[Collected data]

§ §

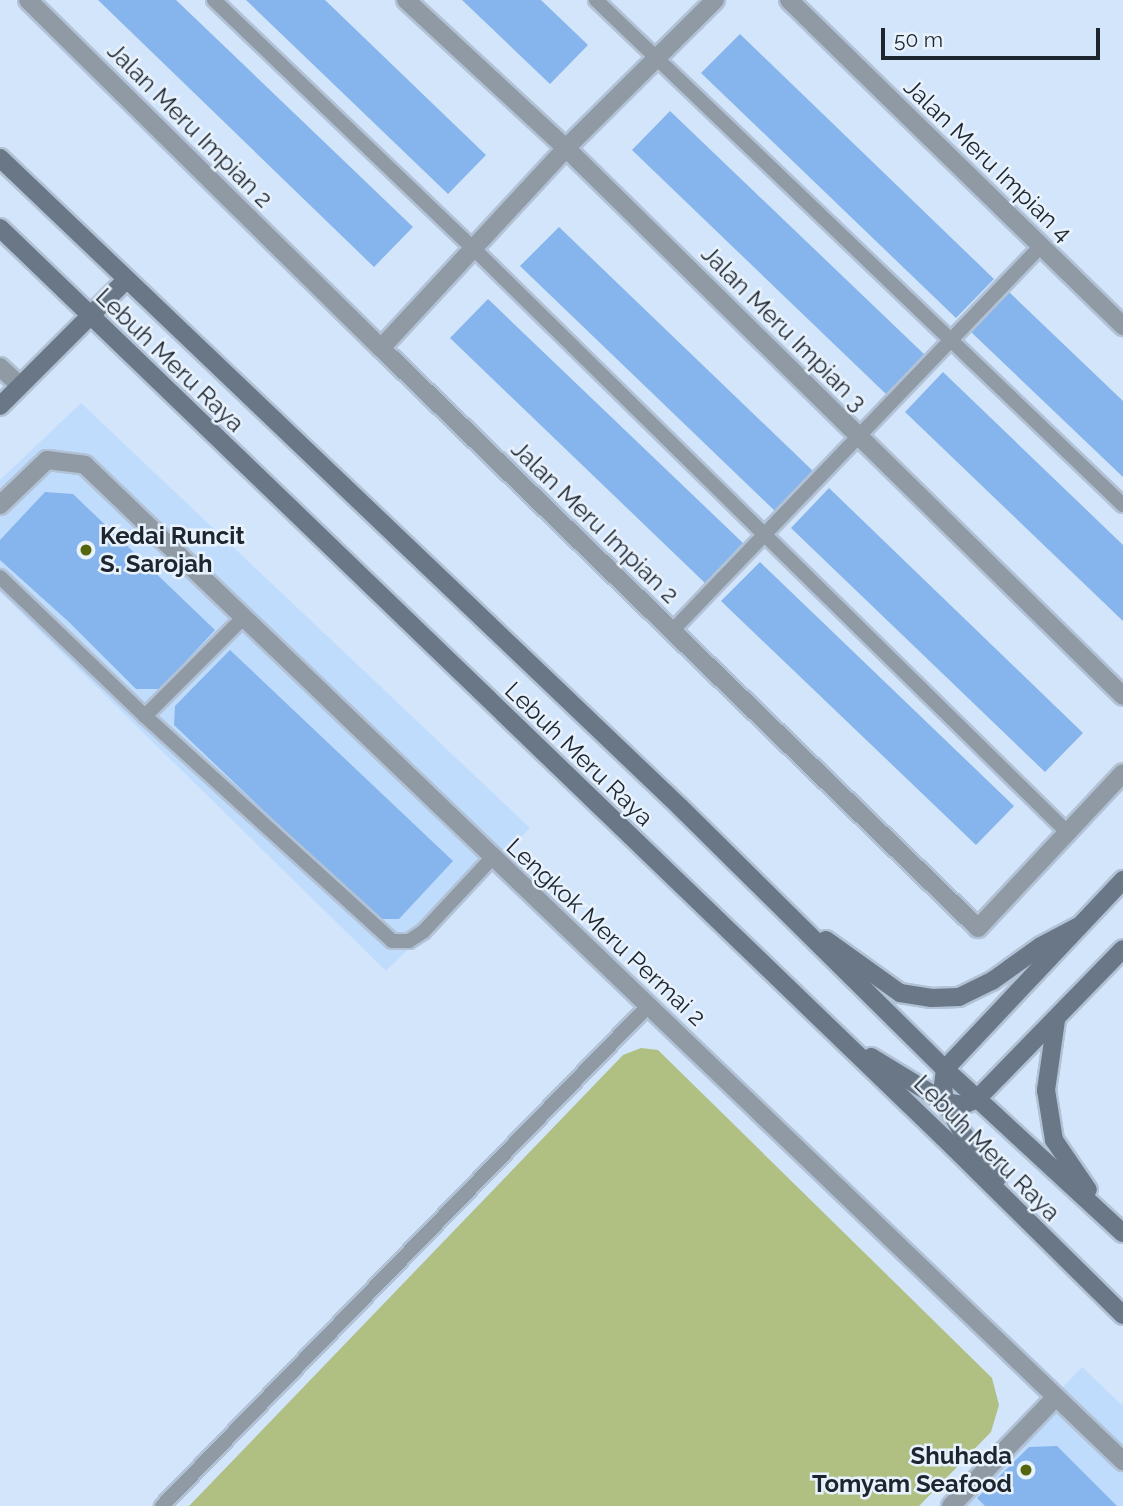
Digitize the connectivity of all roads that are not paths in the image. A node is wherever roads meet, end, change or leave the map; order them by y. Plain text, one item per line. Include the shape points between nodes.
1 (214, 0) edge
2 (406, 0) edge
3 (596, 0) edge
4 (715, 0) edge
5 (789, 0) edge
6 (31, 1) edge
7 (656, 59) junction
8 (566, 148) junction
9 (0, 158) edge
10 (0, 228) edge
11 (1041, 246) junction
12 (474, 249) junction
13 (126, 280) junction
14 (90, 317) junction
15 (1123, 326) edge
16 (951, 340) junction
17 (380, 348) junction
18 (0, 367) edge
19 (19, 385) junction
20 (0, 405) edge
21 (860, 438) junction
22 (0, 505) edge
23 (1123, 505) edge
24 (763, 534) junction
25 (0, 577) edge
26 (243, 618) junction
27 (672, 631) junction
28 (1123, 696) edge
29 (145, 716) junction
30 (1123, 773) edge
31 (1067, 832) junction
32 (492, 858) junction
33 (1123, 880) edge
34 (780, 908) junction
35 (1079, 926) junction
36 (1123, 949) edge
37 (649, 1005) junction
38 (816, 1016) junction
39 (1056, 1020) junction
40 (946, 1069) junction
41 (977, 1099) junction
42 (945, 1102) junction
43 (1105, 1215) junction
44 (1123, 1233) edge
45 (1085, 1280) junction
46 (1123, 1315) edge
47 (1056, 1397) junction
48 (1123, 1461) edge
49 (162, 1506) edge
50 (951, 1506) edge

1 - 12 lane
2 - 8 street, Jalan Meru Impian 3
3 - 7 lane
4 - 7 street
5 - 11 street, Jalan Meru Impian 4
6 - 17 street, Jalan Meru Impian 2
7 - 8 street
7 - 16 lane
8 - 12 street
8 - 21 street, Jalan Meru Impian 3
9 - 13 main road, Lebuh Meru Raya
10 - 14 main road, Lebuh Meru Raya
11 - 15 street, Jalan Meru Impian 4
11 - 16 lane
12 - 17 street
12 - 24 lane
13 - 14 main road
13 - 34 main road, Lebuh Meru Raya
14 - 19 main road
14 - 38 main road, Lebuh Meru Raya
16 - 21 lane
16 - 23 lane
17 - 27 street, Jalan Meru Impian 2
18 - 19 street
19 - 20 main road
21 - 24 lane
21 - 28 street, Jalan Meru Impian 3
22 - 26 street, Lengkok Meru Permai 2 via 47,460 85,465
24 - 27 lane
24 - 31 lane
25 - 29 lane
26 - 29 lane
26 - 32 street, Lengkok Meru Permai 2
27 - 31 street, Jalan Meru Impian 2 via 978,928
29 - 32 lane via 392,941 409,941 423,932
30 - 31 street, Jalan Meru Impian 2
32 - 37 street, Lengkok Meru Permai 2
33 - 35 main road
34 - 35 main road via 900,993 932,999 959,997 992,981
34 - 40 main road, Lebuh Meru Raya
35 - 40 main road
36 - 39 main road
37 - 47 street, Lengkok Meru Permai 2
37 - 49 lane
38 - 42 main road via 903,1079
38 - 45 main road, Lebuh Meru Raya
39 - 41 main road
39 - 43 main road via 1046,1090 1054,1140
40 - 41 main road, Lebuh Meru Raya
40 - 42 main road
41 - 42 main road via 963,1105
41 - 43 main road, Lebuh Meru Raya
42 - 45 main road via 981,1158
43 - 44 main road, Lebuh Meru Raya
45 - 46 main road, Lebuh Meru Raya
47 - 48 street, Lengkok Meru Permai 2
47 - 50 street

§ §

PROBLEM:
Lines containing the word "Jalan" are to be located in the entries and copied.

WRITTEN REPLY:
2 - 8 street, Jalan Meru Impian 3
5 - 11 street, Jalan Meru Impian 4
6 - 17 street, Jalan Meru Impian 2
8 - 21 street, Jalan Meru Impian 3
11 - 15 street, Jalan Meru Impian 4
17 - 27 street, Jalan Meru Impian 2
21 - 28 street, Jalan Meru Impian 3
27 - 31 street, Jalan Meru Impian 2 via 978,928
30 - 31 street, Jalan Meru Impian 2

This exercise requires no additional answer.